Records for processing section start
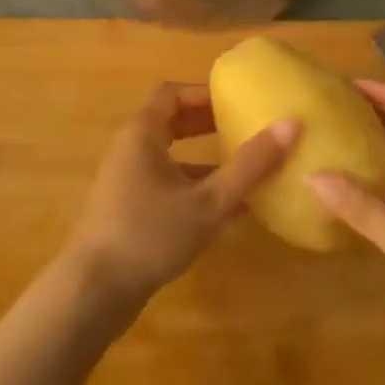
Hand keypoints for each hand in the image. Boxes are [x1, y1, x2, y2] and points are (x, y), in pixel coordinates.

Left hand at [63, 83, 296, 319]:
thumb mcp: (208, 202)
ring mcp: (126, 179)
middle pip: (170, 121)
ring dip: (203, 157)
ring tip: (243, 164)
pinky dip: (193, 185)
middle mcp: (130, 148)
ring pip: (170, 155)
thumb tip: (291, 125)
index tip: (238, 100)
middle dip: (207, 122)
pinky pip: (165, 182)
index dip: (204, 93)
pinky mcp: (128, 208)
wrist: (94, 291)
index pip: (172, 93)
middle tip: (245, 126)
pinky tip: (226, 209)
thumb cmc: (150, 234)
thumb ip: (249, 166)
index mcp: (142, 133)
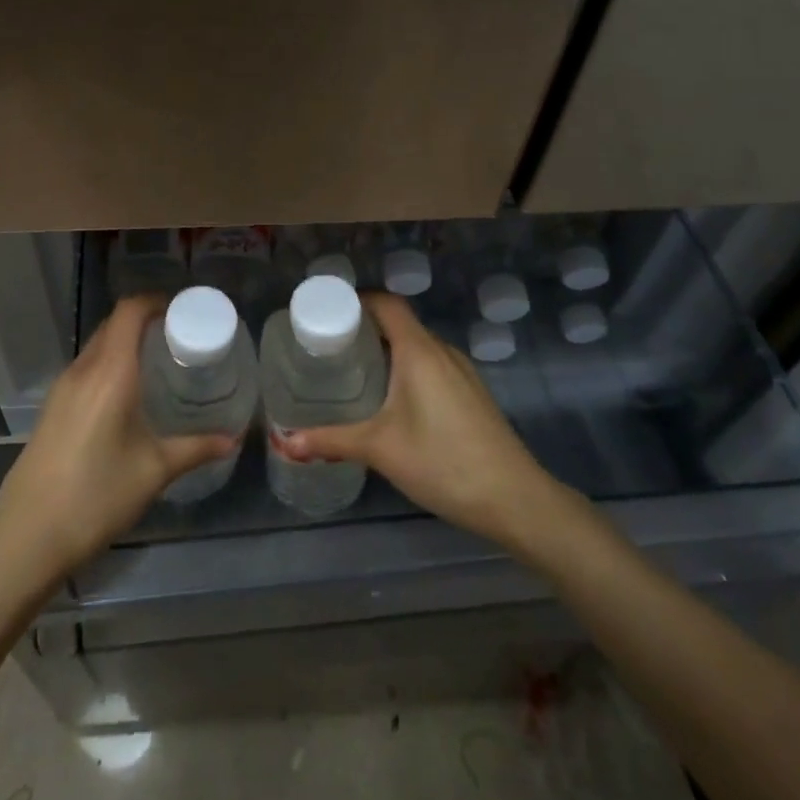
Records for processing section end
**Problem statement**
Every line of the data should be transcribed exactly. Omit the images.

**Completed task**
Hand keypoints for each hand in the image. Boxes are [x1, y1, x2, y2] and points are (x, y), in pixel coordinates.

Left hand at [63, 83, 296, 319]:
thumb mcp: (208, 202)
ring mcp: (126, 179)
middle pip: (170, 121)
ring dip: (203, 157)
ring tip: (243, 164)
pinky dip: (193, 185)
middle mcp: (130, 148)
ring pip: (170, 155)
thumb tip: (291, 125)
index tip: (238, 100)
middle dip: (207, 122)
pinky pip: (165, 182)
index dip: (204, 93)
pinky mcp: (128, 208)
wrist: (94, 291)
index pip: (172, 93)
middle tip: (245, 126)
pinky tip: (226, 209)
thumb cmc: (150, 234)
thumb ip: (249, 166)
index mcp: (142, 133)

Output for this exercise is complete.